Re: [LSF/MM/BPF TOPIC] Measuring limits and enhancing buffered IO

Matthew Wilcox <willy@xxxxxxxxxxxxx> · Sun, 25 Feb 2024 21:14:11 +0000

On Sun, Feb 25, 2024 at 09:03:32AM -0800, Linus Torvalds wrote:
> I think you've been staring at profiles too much. In instruction-level
> profiles, the atomic ops stand out a lot. But that's at least partly
> artificial - they are a serialization point on x86, so things get
> accounted to them. So they tend to be the collection point for
> everything around them in an OoO CPU.
> 
> Yes, atomics are bad.
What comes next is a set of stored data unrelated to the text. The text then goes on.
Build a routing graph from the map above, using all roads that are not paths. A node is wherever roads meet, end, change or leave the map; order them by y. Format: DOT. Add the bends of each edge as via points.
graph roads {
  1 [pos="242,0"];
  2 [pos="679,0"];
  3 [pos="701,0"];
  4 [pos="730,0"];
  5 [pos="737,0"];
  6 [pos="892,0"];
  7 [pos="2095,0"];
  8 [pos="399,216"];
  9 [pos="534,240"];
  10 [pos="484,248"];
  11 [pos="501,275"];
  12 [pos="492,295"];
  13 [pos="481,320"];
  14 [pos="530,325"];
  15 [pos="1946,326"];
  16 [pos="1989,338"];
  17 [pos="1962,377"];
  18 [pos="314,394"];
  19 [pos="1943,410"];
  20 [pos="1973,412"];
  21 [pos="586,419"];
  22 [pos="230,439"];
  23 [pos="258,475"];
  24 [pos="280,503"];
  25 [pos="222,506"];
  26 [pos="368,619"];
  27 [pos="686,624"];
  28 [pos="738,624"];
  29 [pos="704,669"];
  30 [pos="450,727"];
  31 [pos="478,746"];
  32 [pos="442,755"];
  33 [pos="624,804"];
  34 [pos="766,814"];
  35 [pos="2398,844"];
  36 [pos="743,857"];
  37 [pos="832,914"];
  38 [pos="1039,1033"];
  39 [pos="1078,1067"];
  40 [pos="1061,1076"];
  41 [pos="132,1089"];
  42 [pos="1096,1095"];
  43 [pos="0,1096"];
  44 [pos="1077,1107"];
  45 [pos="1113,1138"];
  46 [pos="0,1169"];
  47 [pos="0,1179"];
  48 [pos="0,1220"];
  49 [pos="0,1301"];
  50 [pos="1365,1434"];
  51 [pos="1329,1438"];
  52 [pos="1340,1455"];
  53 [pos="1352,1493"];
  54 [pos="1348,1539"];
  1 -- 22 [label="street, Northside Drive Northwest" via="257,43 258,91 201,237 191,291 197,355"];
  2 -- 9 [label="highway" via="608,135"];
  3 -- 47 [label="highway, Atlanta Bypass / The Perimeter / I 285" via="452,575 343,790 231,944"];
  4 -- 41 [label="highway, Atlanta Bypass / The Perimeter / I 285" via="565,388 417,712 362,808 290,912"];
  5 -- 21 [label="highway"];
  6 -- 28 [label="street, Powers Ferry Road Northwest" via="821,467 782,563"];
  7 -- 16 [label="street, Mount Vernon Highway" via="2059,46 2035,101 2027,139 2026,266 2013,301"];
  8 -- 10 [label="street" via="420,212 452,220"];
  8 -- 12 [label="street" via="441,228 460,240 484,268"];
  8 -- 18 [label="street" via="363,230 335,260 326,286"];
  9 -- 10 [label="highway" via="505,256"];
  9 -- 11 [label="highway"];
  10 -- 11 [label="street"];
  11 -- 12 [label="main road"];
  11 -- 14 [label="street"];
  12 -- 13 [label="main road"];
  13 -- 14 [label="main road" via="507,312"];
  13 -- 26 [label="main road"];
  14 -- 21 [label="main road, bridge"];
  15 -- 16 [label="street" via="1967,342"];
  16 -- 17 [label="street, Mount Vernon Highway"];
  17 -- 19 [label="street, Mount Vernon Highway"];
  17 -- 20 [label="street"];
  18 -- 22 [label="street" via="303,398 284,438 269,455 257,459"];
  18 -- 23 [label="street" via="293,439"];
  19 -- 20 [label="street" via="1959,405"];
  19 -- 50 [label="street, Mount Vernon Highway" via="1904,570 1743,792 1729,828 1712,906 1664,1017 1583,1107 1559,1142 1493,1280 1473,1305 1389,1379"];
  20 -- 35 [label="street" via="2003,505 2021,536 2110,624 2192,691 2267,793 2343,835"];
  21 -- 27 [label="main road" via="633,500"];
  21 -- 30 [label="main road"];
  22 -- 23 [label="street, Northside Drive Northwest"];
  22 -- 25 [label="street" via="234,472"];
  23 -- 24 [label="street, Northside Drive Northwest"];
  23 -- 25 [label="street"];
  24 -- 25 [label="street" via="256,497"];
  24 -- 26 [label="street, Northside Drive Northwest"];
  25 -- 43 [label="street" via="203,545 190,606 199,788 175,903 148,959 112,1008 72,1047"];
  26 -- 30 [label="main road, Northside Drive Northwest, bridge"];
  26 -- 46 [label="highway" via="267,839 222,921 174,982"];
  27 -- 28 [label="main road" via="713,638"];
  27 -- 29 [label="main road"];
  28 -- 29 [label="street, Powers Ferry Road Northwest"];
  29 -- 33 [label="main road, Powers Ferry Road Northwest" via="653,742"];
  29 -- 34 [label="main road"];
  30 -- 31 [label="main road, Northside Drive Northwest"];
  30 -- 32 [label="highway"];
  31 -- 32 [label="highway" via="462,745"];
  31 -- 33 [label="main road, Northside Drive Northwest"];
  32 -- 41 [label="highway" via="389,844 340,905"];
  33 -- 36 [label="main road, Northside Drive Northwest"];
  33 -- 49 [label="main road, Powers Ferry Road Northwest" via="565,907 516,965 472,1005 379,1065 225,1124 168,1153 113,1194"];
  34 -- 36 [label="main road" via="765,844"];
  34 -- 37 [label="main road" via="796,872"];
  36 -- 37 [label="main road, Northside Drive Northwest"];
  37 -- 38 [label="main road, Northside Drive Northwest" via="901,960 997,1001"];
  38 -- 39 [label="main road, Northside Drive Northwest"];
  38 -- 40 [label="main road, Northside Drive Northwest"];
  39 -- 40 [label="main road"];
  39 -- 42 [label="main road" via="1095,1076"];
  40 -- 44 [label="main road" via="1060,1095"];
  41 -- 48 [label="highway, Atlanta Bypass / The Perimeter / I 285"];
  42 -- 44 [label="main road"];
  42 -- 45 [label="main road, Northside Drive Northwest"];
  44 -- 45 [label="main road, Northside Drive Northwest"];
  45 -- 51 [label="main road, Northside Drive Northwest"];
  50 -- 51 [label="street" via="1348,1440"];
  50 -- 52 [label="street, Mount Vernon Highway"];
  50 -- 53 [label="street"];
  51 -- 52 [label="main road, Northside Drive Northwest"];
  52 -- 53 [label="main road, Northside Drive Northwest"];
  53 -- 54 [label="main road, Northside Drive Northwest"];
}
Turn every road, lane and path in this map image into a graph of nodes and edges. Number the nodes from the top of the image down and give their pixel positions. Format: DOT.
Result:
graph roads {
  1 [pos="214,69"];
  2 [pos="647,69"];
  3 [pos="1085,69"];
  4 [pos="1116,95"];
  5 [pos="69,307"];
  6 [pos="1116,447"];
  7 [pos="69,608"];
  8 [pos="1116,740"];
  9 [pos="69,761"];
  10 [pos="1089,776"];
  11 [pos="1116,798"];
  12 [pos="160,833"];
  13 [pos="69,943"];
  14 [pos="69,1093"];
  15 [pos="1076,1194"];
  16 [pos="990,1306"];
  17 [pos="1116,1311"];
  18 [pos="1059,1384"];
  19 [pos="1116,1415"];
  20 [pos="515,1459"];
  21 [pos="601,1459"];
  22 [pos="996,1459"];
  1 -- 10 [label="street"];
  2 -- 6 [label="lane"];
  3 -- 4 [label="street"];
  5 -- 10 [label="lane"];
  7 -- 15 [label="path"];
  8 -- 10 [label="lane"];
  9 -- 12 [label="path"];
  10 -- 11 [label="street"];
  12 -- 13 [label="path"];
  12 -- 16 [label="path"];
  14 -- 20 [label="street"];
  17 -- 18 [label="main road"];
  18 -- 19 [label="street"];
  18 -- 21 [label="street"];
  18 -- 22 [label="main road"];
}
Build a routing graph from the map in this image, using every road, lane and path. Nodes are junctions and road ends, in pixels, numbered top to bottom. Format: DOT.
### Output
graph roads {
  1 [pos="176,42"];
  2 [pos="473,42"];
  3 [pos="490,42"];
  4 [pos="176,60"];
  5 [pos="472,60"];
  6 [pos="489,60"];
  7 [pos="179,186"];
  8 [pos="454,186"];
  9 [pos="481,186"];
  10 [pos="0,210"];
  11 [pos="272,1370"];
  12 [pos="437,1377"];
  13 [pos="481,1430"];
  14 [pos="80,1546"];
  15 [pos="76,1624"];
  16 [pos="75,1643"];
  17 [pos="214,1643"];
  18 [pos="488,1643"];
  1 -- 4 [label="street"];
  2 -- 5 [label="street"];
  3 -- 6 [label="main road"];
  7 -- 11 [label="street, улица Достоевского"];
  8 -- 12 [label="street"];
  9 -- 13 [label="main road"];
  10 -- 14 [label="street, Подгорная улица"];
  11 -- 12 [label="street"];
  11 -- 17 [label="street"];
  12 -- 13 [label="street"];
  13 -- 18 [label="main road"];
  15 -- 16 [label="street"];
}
But double buffering is worse, and only looks
> good if you have some artificial benchmark that does some single-byte
> hot-cache read in a loop.

Not artificial; this was a real customer with a real workload.  I don't
know how much about it I can discuss publically, but my memory of it was a
system writing a log with 64 byte entries, millions of entries per second.
Occasionally the system would have to go back and look at an entry in the
last few seconds worth of data (so it would still be in the page cache).

This customer was quite savvy, so they actually implemented and tested
the lookup-copy-lookup-again algorithm in their custom kernel, and saw
a speedup from it.